* [Exercise input]
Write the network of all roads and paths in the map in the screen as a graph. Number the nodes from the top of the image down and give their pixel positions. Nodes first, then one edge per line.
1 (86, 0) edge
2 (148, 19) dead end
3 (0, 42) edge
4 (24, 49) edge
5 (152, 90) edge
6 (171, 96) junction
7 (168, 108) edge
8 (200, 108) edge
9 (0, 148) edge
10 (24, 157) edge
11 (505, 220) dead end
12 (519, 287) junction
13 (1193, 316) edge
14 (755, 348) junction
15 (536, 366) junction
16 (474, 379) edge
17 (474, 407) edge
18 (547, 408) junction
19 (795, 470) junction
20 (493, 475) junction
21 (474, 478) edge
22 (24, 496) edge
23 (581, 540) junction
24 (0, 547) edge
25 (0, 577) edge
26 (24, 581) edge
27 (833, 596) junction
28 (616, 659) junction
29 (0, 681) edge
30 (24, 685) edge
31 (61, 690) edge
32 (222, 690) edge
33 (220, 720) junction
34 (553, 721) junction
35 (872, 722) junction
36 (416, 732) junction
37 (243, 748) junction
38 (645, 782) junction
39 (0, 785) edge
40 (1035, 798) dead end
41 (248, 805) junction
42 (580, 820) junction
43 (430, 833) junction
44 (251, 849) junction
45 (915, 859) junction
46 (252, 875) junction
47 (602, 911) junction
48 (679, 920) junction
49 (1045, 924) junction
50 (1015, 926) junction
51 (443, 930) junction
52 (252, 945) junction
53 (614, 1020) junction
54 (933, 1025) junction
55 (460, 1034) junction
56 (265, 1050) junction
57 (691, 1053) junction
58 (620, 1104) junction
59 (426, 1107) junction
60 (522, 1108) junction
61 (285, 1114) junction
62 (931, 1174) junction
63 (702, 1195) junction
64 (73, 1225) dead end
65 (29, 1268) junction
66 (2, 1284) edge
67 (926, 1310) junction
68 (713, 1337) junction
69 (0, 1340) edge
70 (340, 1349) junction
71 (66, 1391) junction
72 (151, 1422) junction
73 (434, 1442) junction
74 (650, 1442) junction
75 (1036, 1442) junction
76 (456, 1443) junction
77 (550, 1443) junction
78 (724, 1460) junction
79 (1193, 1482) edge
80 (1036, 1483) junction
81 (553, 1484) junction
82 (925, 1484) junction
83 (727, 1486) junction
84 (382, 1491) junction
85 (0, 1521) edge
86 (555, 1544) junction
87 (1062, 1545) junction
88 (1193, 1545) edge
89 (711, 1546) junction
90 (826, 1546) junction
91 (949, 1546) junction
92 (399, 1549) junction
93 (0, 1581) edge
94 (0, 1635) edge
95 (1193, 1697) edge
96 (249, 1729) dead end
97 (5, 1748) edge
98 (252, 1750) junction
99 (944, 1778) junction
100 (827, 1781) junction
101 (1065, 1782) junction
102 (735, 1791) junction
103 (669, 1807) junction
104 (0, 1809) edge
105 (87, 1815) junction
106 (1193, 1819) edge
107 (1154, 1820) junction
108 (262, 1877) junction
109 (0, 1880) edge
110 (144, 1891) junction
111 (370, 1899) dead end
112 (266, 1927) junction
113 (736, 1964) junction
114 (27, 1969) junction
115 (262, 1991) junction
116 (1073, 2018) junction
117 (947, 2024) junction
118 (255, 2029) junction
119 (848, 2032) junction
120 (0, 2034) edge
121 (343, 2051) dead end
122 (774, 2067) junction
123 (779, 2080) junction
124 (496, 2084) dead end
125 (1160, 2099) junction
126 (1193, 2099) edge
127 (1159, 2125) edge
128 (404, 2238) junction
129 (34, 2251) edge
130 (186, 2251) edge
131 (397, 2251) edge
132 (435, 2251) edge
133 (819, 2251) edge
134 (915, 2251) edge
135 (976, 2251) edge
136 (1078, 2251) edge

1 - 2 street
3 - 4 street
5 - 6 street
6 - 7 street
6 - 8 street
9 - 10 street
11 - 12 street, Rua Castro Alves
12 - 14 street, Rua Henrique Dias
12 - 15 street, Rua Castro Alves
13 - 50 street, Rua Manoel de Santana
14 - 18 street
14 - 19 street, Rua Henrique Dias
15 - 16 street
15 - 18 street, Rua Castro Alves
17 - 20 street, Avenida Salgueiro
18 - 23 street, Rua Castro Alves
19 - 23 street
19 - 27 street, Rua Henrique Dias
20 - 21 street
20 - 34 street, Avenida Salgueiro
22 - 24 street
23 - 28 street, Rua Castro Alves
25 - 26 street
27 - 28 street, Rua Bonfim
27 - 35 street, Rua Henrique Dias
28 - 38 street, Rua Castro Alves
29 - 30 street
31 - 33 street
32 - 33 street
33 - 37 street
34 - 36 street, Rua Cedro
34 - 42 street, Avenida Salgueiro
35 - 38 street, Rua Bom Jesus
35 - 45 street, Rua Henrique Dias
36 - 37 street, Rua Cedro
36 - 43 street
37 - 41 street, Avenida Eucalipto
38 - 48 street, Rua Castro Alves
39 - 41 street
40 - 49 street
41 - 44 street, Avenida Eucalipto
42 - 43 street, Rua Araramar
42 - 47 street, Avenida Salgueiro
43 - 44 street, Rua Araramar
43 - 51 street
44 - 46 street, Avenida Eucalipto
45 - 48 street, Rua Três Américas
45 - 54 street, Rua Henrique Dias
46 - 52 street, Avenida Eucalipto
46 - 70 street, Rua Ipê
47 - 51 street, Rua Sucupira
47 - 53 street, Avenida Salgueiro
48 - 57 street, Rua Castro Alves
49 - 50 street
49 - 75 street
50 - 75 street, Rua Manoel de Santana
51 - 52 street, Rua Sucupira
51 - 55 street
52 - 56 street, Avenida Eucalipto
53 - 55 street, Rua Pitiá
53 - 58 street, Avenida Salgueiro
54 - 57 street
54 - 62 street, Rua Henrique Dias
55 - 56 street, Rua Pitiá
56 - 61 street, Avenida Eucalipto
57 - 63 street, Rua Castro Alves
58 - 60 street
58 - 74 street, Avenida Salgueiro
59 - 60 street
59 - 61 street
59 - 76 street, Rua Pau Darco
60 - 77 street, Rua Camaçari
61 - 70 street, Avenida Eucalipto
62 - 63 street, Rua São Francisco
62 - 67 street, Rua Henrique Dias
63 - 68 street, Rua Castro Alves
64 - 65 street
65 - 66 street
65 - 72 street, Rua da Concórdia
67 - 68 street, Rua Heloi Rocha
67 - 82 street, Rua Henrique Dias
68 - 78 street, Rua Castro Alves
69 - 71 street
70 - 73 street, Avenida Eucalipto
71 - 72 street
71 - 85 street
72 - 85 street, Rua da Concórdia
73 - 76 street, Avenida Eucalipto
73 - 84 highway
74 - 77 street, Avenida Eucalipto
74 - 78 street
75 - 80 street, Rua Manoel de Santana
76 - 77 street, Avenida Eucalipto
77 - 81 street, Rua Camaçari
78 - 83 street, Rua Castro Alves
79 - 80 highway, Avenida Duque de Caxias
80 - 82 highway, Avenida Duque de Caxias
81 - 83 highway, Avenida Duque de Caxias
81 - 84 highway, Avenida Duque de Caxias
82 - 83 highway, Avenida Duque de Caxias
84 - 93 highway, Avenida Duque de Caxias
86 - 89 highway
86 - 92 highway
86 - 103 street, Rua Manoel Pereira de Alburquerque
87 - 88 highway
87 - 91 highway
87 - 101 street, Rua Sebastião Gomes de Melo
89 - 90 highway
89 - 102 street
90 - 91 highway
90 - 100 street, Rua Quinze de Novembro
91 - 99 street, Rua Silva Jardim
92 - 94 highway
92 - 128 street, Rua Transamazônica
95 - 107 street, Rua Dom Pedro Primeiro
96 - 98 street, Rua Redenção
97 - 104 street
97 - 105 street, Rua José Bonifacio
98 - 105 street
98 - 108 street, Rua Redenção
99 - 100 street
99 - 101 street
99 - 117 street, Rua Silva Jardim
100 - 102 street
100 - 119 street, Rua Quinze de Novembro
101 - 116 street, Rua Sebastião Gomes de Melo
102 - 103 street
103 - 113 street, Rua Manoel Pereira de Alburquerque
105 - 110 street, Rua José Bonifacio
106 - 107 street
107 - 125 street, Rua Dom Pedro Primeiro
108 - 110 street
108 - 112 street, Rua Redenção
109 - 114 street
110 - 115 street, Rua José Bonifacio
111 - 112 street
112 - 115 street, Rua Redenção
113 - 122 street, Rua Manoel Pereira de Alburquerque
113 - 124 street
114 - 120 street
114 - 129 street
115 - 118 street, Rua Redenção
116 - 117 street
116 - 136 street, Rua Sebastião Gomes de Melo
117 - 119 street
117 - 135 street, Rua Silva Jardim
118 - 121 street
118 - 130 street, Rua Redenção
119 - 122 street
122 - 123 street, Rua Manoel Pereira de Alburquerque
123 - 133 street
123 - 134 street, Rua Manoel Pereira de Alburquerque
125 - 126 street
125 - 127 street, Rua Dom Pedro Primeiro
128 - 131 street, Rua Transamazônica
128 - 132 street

* [Problem statement] Say how many lines in the records hold the string "Duque", and say nothing else.

* [Solution] 6